Criminal Anthropology
Associated with the work of Cesare Lombroso who published his theory of a physical criminal type in 1876.
Body-Type Theory
Human beings can be divided into three basic body types, or somatotypes: Endomorphic (soft, fat), Mesomorphic (athletically built), Ectomorphic (tall, skinny).
Limbic System
A structure surrounding the brain stem that is believed to moderate expressions of violence, such as, anger, rage, fear, and sexual response.
Psychopaths
Persons characterized by no sense of guilt, no subjective conscience, and no sense of right and wrong.

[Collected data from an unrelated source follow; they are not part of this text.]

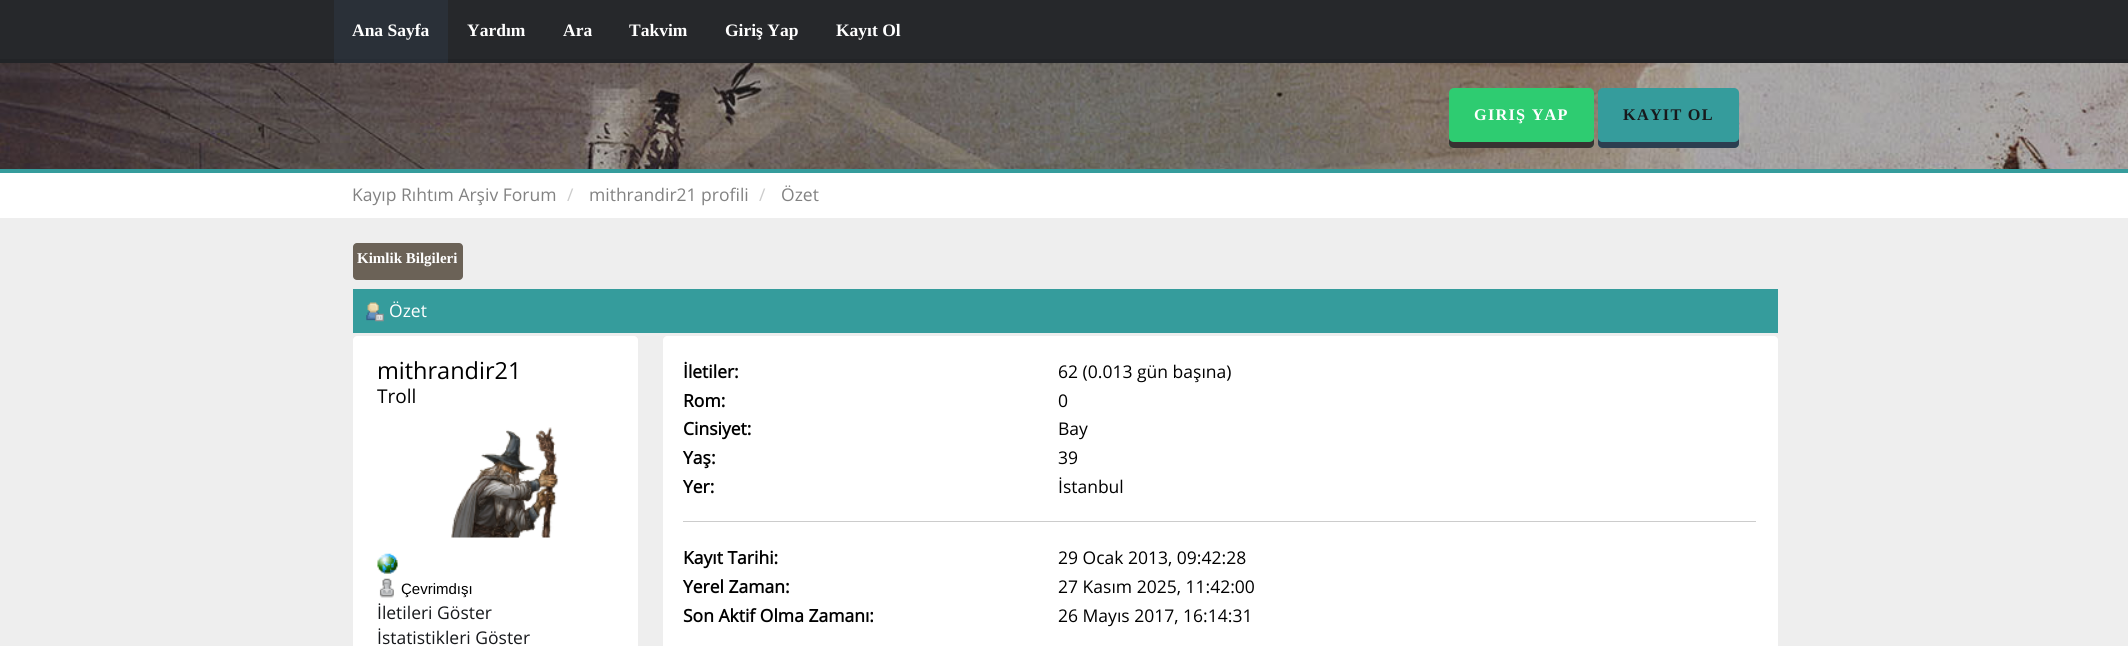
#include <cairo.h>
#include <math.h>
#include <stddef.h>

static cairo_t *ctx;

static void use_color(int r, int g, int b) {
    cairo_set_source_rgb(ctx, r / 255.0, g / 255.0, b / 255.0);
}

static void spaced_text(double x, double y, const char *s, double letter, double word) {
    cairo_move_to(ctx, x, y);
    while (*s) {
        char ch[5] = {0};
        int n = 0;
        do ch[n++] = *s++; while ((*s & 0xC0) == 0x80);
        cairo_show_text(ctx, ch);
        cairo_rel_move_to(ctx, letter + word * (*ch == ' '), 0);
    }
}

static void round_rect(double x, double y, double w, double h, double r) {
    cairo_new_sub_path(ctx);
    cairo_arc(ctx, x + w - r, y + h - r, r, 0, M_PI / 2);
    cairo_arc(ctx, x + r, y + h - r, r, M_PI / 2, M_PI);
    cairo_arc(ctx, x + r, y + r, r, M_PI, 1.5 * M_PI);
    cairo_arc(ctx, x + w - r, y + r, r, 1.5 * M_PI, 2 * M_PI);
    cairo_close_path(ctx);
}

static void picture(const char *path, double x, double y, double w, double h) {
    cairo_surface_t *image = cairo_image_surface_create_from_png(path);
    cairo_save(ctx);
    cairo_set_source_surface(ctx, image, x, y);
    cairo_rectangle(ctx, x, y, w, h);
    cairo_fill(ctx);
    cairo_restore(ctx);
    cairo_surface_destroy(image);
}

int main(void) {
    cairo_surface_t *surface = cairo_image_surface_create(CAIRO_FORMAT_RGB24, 2128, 646);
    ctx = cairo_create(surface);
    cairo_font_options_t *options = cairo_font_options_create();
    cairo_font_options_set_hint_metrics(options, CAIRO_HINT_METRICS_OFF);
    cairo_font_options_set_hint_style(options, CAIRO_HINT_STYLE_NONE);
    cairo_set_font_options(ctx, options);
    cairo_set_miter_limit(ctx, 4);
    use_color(238, 238, 238);
    cairo_paint(ctx);
    use_color(38, 40, 43);
    cairo_rectangle(ctx, 0, 0, 2128, 59);
    cairo_fill(ctx);
    use_color(34, 36, 39);
    cairo_rectangle(ctx, 0, 59, 2128, 4);
    cairo_fill(ctx);
    use_color(42, 48, 56);
    cairo_rectangle(ctx, 334, 0, 114, 59);
    cairo_fill(ctx);
    use_color(39, 45, 53);
    cairo_rectangle(ctx, 334, 59, 114, 4);
    cairo_fill(ctx);
    cairo_select_font_face(ctx, "Liberation Serif", CAIRO_FONT_SLANT_NORMAL, CAIRO_FONT_WEIGHT_BOLD);
    cairo_set_font_size(ctx, 17.5);
    use_color(255, 255, 255);
    cairo_move_to(ctx, 352, 36);
    cairo_show_text(ctx, "Ana Sayfa");
    cairo_move_to(ctx, 467, 36);
    cairo_show_text(ctx, "Yardım");
    cairo_move_to(ctx, 563, 36);
    cairo_show_text(ctx, "Ara");
    cairo_move_to(ctx, 629, 36);
    cairo_show_text(ctx, "Takvim");
    cairo_move_to(ctx, 725, 36);
    cairo_show_text(ctx, "Giriş Yap");
    cairo_move_to(ctx, 836, 36);
    cairo_show_text(ctx, "Kayıt Ol");
    picture("img1.png", 0, 63, 2128, 106);
    use_color(53, 156, 156);
    cairo_rectangle(ctx, 0, 169, 2128, 4);
    cairo_fill(ctx);
    use_color(46, 204, 113);
    round_rect(1449, 88, 145, 60, 5);
    cairo_fill(ctx);
    use_color(56, 50, 50);
    cairo_new_path(ctx);
    cairo_move_to(ctx, 1449, 138);
    cairo_line_to(ctx, 1449, 143);
    cairo_curve_to(ctx, 1449, 146, 1451, 148, 1454, 148);
    cairo_line_to(ctx, 1589, 148);
    cairo_curve_to(ctx, 1592, 148, 1594, 146, 1594, 143);
    cairo_line_to(ctx, 1594, 138);
    cairo_curve_to(ctx, 1594, 140, 1592, 142, 1589, 142);
    cairo_line_to(ctx, 1454, 142);
    cairo_curve_to(ctx, 1451, 142, 1449, 140, 1449, 138);
    cairo_close_path(ctx);
    cairo_fill(ctx);
    cairo_set_font_size(ctx, 16.25);
    use_color(255, 255, 255);
    spaced_text(1474, 120, "GIRIŞ YAP", 1.25, 0);
    use_color(53, 156, 156);
    round_rect(1598, 88, 141, 60, 5);
    cairo_fill(ctx);
    use_color(44, 62, 80);
    cairo_new_path(ctx);
    cairo_move_to(ctx, 1598, 138);
    cairo_line_to(ctx, 1598, 143);
    cairo_curve_to(ctx, 1598, 146, 1600, 148, 1603, 148);
    cairo_line_to(ctx, 1734, 148);
    cairo_curve_to(ctx, 1737, 148, 1739, 146, 1739, 143);
    cairo_line_to(ctx, 1739, 138);
    cairo_curve_to(ctx, 1739, 140, 1737, 142, 1734, 142);
    cairo_line_to(ctx, 1602, 142);
    cairo_curve_to(ctx, 1600, 142, 1598, 140, 1598, 138);
    cairo_close_path(ctx);
    cairo_fill(ctx);
    use_color(23, 25, 28);
    spaced_text(1623, 120, "KAYIT OL", 1.25, 0);
    use_color(255, 255, 255);
    cairo_rectangle(ctx, 0, 173, 2128, 45);
    cairo_fill(ctx);
    cairo_select_font_face(ctx, "Open Sans", CAIRO_FONT_SLANT_NORMAL, CAIRO_FONT_WEIGHT_NORMAL);
    cairo_set_font_size(ctx, 17.5);
    use_color(130, 130, 130);
    cairo_move_to(ctx, 352, 201);
    cairo_show_text(ctx, "Kayıp Rıhtım Arşiv Forum");
    use_color(204, 204, 204);
    cairo_move_to(ctx, 567, 201);
    cairo_show_text(ctx, "/");
    use_color(130, 130, 130);
    cairo_move_to(ctx, 589, 201);
    cairo_show_text(ctx, "mithrandir21 profili");
    use_color(204, 204, 204);
    cairo_move_to(ctx, 759, 201);
    cairo_show_text(ctx, "/");
    use_color(130, 130, 130);
    cairo_move_to(ctx, 781, 201);
    cairo_show_text(ctx, "Özet");
    use_color(107, 98, 87);
    round_rect(353, 243, 110, 37, 4);
    cairo_fill(ctx);
    cairo_select_font_face(ctx, "Liberation Serif", CAIRO_FONT_SLANT_NORMAL, CAIRO_FONT_WEIGHT_BOLD);
    cairo_set_font_size(ctx, 15);
    use_color(255, 255, 255);
    cairo_move_to(ctx, 357, 263);
    cairo_show_text(ctx, "Kimlik Bilgileri");
    use_color(53, 156, 156);
    cairo_rectangle(ctx, 353, 289, 1425, 44);
    cairo_fill(ctx);
    picture("img2.png", 366, 302, 18, 20);
    cairo_select_font_face(ctx, "Open Sans", CAIRO_FONT_SLANT_NORMAL, CAIRO_FONT_WEIGHT_NORMAL);
    cairo_set_font_size(ctx, 17.5);
    use_color(255, 255, 255);
    cairo_move_to(ctx, 389, 317);
    cairo_show_text(ctx, "Özet");
    round_rect(353, 336, 285, 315, 5);
    cairo_fill(ctx);
    cairo_new_path(ctx);
    cairo_move_to(ctx, 358, 336);
    cairo_line_to(ctx, 633, 336);
    cairo_curve_to(ctx, 636, 336, 638, 338, 638, 341);
    cairo_line_to(ctx, 638, 350);
    cairo_line_to(ctx, 353, 350);
    cairo_line_to(ctx, 353, 341);
    cairo_curve_to(ctx, 353, 338, 355, 336, 358, 336);
    cairo_close_path(ctx);
    cairo_fill(ctx);
    cairo_set_font_size(ctx, 23.5);
    use_color(0, 0, 0);
    cairo_move_to(ctx, 377, 379);
    cairo_show_text(ctx, "mithrandir21");
    cairo_set_font_size(ctx, 19);
    cairo_move_to(ctx, 377, 403);
    cairo_show_text(ctx, "Troll");
    picture("img3.png", 451, 427, 108, 111);
    picture("img4.png", 377, 553, 21, 21);
    picture("img5.png", 379, 578, 15, 20);
    cairo_select_font_face(ctx, "Liberation Sans", CAIRO_FONT_SLANT_NORMAL, CAIRO_FONT_WEIGHT_NORMAL);
    cairo_set_font_size(ctx, 15);
    cairo_move_to(ctx, 401, 594);
    cairo_show_text(ctx, "Çevrimdışı");
    cairo_select_font_face(ctx, "Open Sans", CAIRO_FONT_SLANT_NORMAL, CAIRO_FONT_WEIGHT_NORMAL);
    cairo_set_font_size(ctx, 17.5);
    use_color(23, 25, 28);
    cairo_move_to(ctx, 377, 619);
    cairo_show_text(ctx, "İletileri Göster");
    cairo_move_to(ctx, 377, 644);
    cairo_show_text(ctx, "İstatistikleri Göster");
    use_color(255, 255, 255);
    round_rect(663, 336, 1115, 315, 5);
    cairo_fill(ctx);
    cairo_new_path(ctx);
    cairo_move_to(ctx, 668, 336);
    cairo_line_to(ctx, 1773, 336);
    cairo_curve_to(ctx, 1776, 336, 1778, 338, 1778, 341);
    cairo_line_to(ctx, 1778, 350);
    cairo_line_to(ctx, 663, 350);
    cairo_line_to(ctx, 663, 341);
    cairo_curve_to(ctx, 663, 338, 665, 336, 668, 336);
    cairo_close_path(ctx);
    cairo_fill(ctx);
    use_color(204, 204, 204);
    cairo_rectangle(ctx, 683, 521, 1073, 1);
    cairo_fill(ctx);
    cairo_select_font_face(ctx, "Open Sans", CAIRO_FONT_SLANT_NORMAL, CAIRO_FONT_WEIGHT_BOLD);
    use_color(0, 0, 0);
    cairo_move_to(ctx, 683, 378);
    cairo_show_text(ctx, "İletiler:");
    cairo_select_font_face(ctx, "Open Sans", CAIRO_FONT_SLANT_NORMAL, CAIRO_FONT_WEIGHT_NORMAL);
    cairo_move_to(ctx, 1058, 378);
    cairo_show_text(ctx, "62 (0.013 gün başına)");
    cairo_select_font_face(ctx, "Open Sans", CAIRO_FONT_SLANT_NORMAL, CAIRO_FONT_WEIGHT_BOLD);
    cairo_move_to(ctx, 683, 407);
    cairo_show_text(ctx, "Rom:");
    cairo_select_font_face(ctx, "Open Sans", CAIRO_FONT_SLANT_NORMAL, CAIRO_FONT_WEIGHT_NORMAL);
    cairo_move_to(ctx, 1058, 407);
    cairo_show_text(ctx, "0");
    cairo_select_font_face(ctx, "Open Sans", CAIRO_FONT_SLANT_NORMAL, CAIRO_FONT_WEIGHT_BOLD);
    cairo_move_to(ctx, 683, 435);
    cairo_show_text(ctx, "Cinsiyet:");
    cairo_select_font_face(ctx, "Open Sans", CAIRO_FONT_SLANT_NORMAL, CAIRO_FONT_WEIGHT_NORMAL);
    cairo_move_to(ctx, 1058, 435);
    cairo_show_text(ctx, "Bay");
    cairo_select_font_face(ctx, "Open Sans", CAIRO_FONT_SLANT_NORMAL, CAIRO_FONT_WEIGHT_BOLD);
    cairo_move_to(ctx, 683, 464);
    cairo_show_text(ctx, "Yaş:");
    cairo_select_font_face(ctx, "Open Sans", CAIRO_FONT_SLANT_NORMAL, CAIRO_FONT_WEIGHT_NORMAL);
    cairo_move_to(ctx, 1058, 464);
    cairo_show_text(ctx, "39");
    cairo_select_font_face(ctx, "Open Sans", CAIRO_FONT_SLANT_NORMAL, CAIRO_FONT_WEIGHT_BOLD);
    cairo_move_to(ctx, 683, 493);
    cairo_show_text(ctx, "Yer:");
    cairo_select_font_face(ctx, "Open Sans", CAIRO_FONT_SLANT_NORMAL, CAIRO_FONT_WEIGHT_NORMAL);
    cairo_move_to(ctx, 1058, 493);
    cairo_show_text(ctx, "İstanbul");
    cairo_select_font_face(ctx, "Open Sans", CAIRO_FONT_SLANT_NORMAL, CAIRO_FONT_WEIGHT_BOLD);
    cairo_move_to(ctx, 683, 564);
    cairo_show_text(ctx, "Kayıt Tarihi:");
    cairo_select_font_face(ctx, "Open Sans", CAIRO_FONT_SLANT_NORMAL, CAIRO_FONT_WEIGHT_NORMAL);
    cairo_move_to(ctx, 1058, 564);
    cairo_show_text(ctx, "29 Ocak 2013, 09:42:28");
    cairo_select_font_face(ctx, "Open Sans", CAIRO_FONT_SLANT_NORMAL, CAIRO_FONT_WEIGHT_BOLD);
    cairo_move_to(ctx, 683, 593);
    cairo_show_text(ctx, "Yerel Zaman:");
    cairo_select_font_face(ctx, "Open Sans", CAIRO_FONT_SLANT_NORMAL, CAIRO_FONT_WEIGHT_NORMAL);
    cairo_move_to(ctx, 1058, 593);
    cairo_show_text(ctx, "27 Kasım 2025, 11:42:00");
    cairo_select_font_face(ctx, "Open Sans", CAIRO_FONT_SLANT_NORMAL, CAIRO_FONT_WEIGHT_BOLD);
    cairo_move_to(ctx, 683, 622);
    cairo_show_text(ctx, "Son Aktif Olma Zamanı:");
    cairo_select_font_face(ctx, "Open Sans", CAIRO_FONT_SLANT_NORMAL, CAIRO_FONT_WEIGHT_NORMAL);
    cairo_move_to(ctx, 1058, 622);
    cairo_show_text(ctx, "26 Mayıs 2017, 16:14:31");
    cairo_surface_write_to_png(surface, "result.png");
    cairo_font_options_destroy(options);
    cairo_destroy(ctx);
    cairo_surface_destroy(surface);
    return 0;
}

Humanistic Psychological Theory
Human beings are motivated by five basic levels of needs and that people choose crime because they cannot satisfy their needs legally.
Anomie
The dissociation of the individual from the collective conscience, or the general sense of morality of the times.
Social Disorganization
The usual controls over delinquents are largely absent.
Differential Association
Persons who become criminal do so because of contacts with criminal definitions and isolation from anticriminal definitions.
Learning Theory
A theory that explains criminal behavior and its prevention with the concepts of positive reinforcement, negative reinforcement, extinction, punishment, and modeling or imitation.
Positive Reinforcement
The presentation of a stimulus that increases or maintains a response.
Negative Reinforcement
The removal or reduction of a stimulus whose removal or reduction increases or maintains a response.
Extinction
A process in which behavior that previously was positively reinforced is no longer reinforced.
Punishment
The presentation of an aversive stimulus to reduce a response.
Social Control Theories
A view in which people are expected to commit crime and delinquency unless they are prevented from doing so.
Labeling Theory
A theory that emphasizes the criminalization process as the cause of some crime.
Criminalization Process
The way people and actions are defined as criminal.
Decriminalization
The elimination of behaviors from the scope of criminal law.
Diversion
Removing offenders from the criminal justice process.
Conflict Theory
Assumes that society is based primarily on conflict between competing interest groups.
Power Differentials
The ability of some groups to dominate other groups in a society.
Relative Powerlessness
The inability to dominate other groups in society.
Radical Theories
Argue that capitalism requires people to compete against each other in the pursuit of material wealth.
Peacemaking Criminology
A mixture of anarchism, humanism, socialism, and Native American and Eastern philosophies.
Feminist Theory
Looks at crime from a feminine perspective and focuses on women’s experiences and seeks to abolish men’s control over women’s labor and sexuality (patriarchy).
Postmodernism
Originated in the late 1960s as a rejection of the Enlightenment belief in scientific rationality as the route to knowledge and progress.